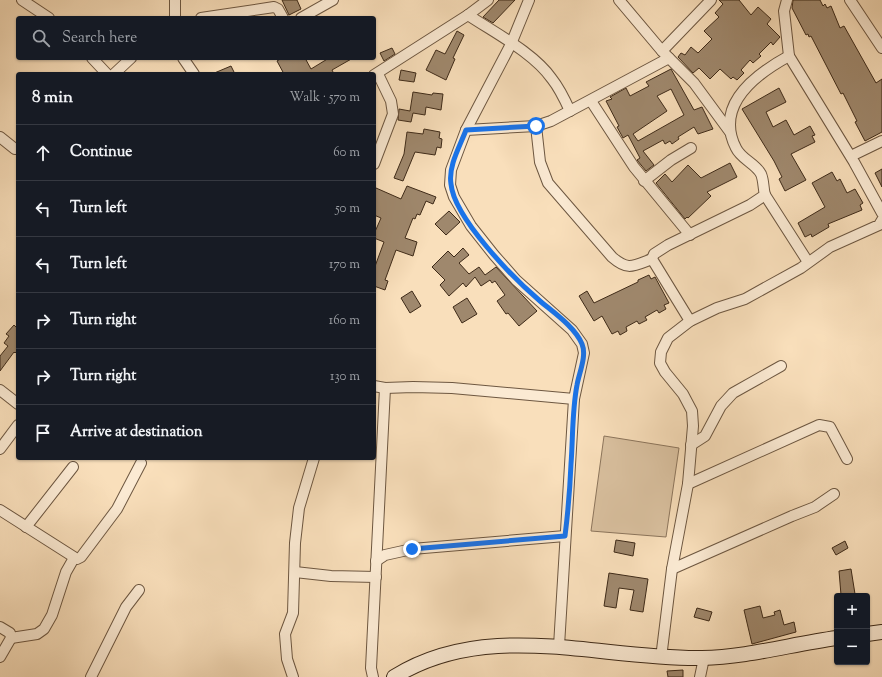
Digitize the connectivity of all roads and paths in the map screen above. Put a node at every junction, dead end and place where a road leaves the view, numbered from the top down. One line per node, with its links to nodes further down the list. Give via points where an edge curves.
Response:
1 (22, 0): 11 (street)
2 (175, 0): 12 (street)
3 (333, 0): 15 (street)
4 (488, 0): 10 (street)
5 (529, 0): 16 (street)
6 (619, 0): 18 (street)
7 (711, 0): 18 (street)
8 (787, 0): 19 (street, via 784,11)
9 (850, 0): 17 (street)
10 (468, 15): 16 (street); 26 (street)
11 (46, 16)
12 (175, 16)
13 (214, 16): 14 (street, via 274,7)
14 (282, 16)
15 (305, 16)
16 (511, 44): 28 (street, via 552,78); 30 (street)
17 (882, 48)
18 (666, 55): 27 (street); 31 (street, via 694,83)
19 (789, 56): 31 (street, via 754,79 738,96 730,115); 36 (street)
20 (94, 60): 23 (street)
21 (129, 60): 24 (street)
22 (184, 60): 25 (street)
23 (105, 72)
24 (116, 72)
25 (193, 72)
26 (376, 75): 37 (street, via 391,101 393,114)
27 (591, 101): 28 (street); 38 (street)
28 (570, 112): 29 (street)
29 (536, 126): 30 (street); 43 (street, via 543,174 560,198 621,265 631,267)
30 (466, 130): 50 (street, via 451,170 450,185 454,197 471,226 516,280 578,337 584,353)
31 (730, 132): 39 (street, via 736,149 760,173)
32 (0, 137): 35 (street)
33 (882, 141): 36 (street)
34 (691, 148): 38 (street)
35 (14, 149)
36 (851, 156): 40 (street)
37 (376, 159)
38 (644, 181): 42 (street)
39 (765, 195): 42 (street); 44 (street)
40 (882, 212)
41 (882, 220): 44 (street, via 879,225 830,247)
42 (690, 235): 43 (street, via 654,254)
43 (652, 259): 45 (street)
44 (808, 262): 45 (street, via 745,300 717,308)
45 (690, 321): 53 (street, via 668,338 661,352 660,363 692,411)
46 (781, 366): 53 (street, via 733,393 721,406 705,436)
47 (376, 386): 48 (street)
48 (385, 388): 50 (street, via 452,388); 65 (street)
49 (0, 390): 51 (street)
50 (574, 399): 63 (street, via 571,478)
51 (16, 402)
52 (16, 428): 54 (street)
53 (691, 445): 59 (street)
54 (0, 449)
55 (847, 459): 59 (street, via 830,427 818,425)
56 (140, 460): 64 (street, via 117,509 80,557)
57 (313, 460): 67 (street, via 299,508)
58 (73, 467): 62 (street)
59 (688, 484): 66 (street)
60 (834, 494): 66 (street, via 815,507)
61 (0, 510): 62 (street)
62 (26, 527): 64 (street)
63 (565, 536): 65 (street, via 412,549 385,555); 75 (street)
64 (74, 558): 73 (street, via 44,629 37,634)
65 (376, 561): 68 (street)
66 (672, 569): 77 (street)
67 (295, 572): 68 (street); 80 (street, via 294,613 284,639)
68 (376, 577): 81 (street)
69 (139, 590): 79 (street, via 126,607)
70 (0, 627): 73 (street, via 10,633)
71 (882, 632): 72 (street)
72 (870, 634)
73 (11, 638): 76 (street)
74 (834, 639): 78 (street)
75 (559, 646): 77 (street); 82 (street, via 476,648 419,663)
76 (0, 657)
77 (661, 658): 78 (street)
78 (704, 658): 83 (street)
79 (91, 677)
80 (293, 677)
81 (372, 677)
82 (394, 677)
83 (700, 677)

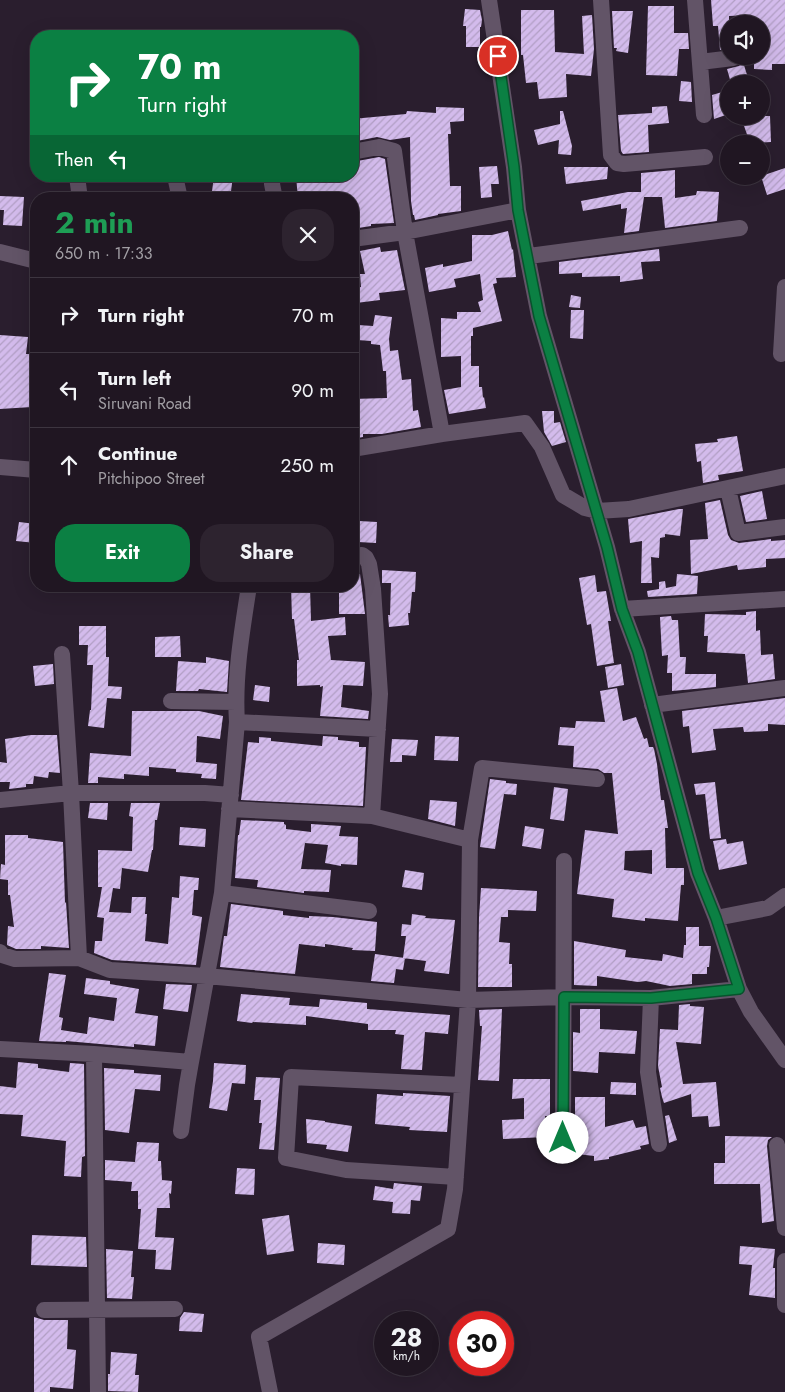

TASK STATEMENT: You are asked to output the records precisely as they appear, minus any pictures.

FINAL ANSWER:
Digitize the connectivity of all roads and paths in the map screen above. Put a node at every junction, dead end and place where a road leaves the view, numbered from the top down. One line per node, with its links to nodes further down the list. Give via points where an edge curves.
Response:
1 (22, 0): 11 (street)
2 (175, 0): 12 (street)
3 (333, 0): 15 (street)
4 (488, 0): 10 (street)
5 (529, 0): 16 (street)
6 (619, 0): 18 (street)
7 (711, 0): 18 (street)
8 (787, 0): 19 (street, via 784,11)
9 (850, 0): 17 (street)
10 (468, 15): 16 (street); 26 (street)
11 (46, 16)
12 (175, 16)
13 (214, 16): 14 (street, via 274,7)
14 (282, 16)
15 (305, 16)
16 (511, 44): 28 (street, via 552,78); 30 (street)
17 (882, 48)
18 (666, 55): 27 (street); 31 (street, via 694,83)
19 (789, 56): 31 (street, via 754,79 738,96 730,115); 36 (street)
20 (94, 60): 23 (street)
21 (129, 60): 24 (street)
22 (184, 60): 25 (street)
23 (105, 72)
24 (116, 72)
25 (193, 72)
26 (376, 75): 37 (street, via 391,101 393,114)
27 (591, 101): 28 (street); 38 (street)
28 (570, 112): 29 (street)
29 (536, 126): 30 (street); 43 (street, via 543,174 560,198 621,265 631,267)
30 (466, 130): 50 (street, via 451,170 450,185 454,197 471,226 516,280 578,337 584,353)
31 (730, 132): 39 (street, via 736,149 760,173)
32 (0, 137): 35 (street)
33 (882, 141): 36 (street)
34 (691, 148): 38 (street)
35 (14, 149)
36 (851, 156): 40 (street)
37 (376, 159)
38 (644, 181): 42 (street)
39 (765, 195): 42 (street); 44 (street)
40 (882, 212)
41 (882, 220): 44 (street, via 879,225 830,247)
42 (690, 235): 43 (street, via 654,254)
43 (652, 259): 45 (street)
44 (808, 262): 45 (street, via 745,300 717,308)
45 (690, 321): 53 (street, via 668,338 661,352 660,363 692,411)
46 (781, 366): 53 (street, via 733,393 721,406 705,436)
47 (376, 386): 48 (street)
48 (385, 388): 50 (street, via 452,388); 65 (street)
49 (0, 390): 51 (street)
50 (574, 399): 63 (street, via 571,478)
51 (16, 402)
52 (16, 428): 54 (street)
53 (691, 445): 59 (street)
54 (0, 449)
55 (847, 459): 59 (street, via 830,427 818,425)
56 (140, 460): 64 (street, via 117,509 80,557)
57 (313, 460): 67 (street, via 299,508)
58 (73, 467): 62 (street)
59 (688, 484): 66 (street)
60 (834, 494): 66 (street, via 815,507)
61 (0, 510): 62 (street)
62 (26, 527): 64 (street)
63 (565, 536): 65 (street, via 412,549 385,555); 75 (street)
64 (74, 558): 73 (street, via 44,629 37,634)
65 (376, 561): 68 (street)
66 (672, 569): 77 (street)
67 (295, 572): 68 (street); 80 (street, via 294,613 284,639)
68 (376, 577): 81 (street)
69 (139, 590): 79 (street, via 126,607)
70 (0, 627): 73 (street, via 10,633)
71 (882, 632): 72 (street)
72 (870, 634)
73 (11, 638): 76 (street)
74 (834, 639): 78 (street)
75 (559, 646): 77 (street); 82 (street, via 476,648 419,663)
76 (0, 657)
77 (661, 658): 78 (street)
78 (704, 658): 83 (street)
79 (91, 677)
80 (293, 677)
81 (372, 677)
82 (394, 677)
83 (700, 677)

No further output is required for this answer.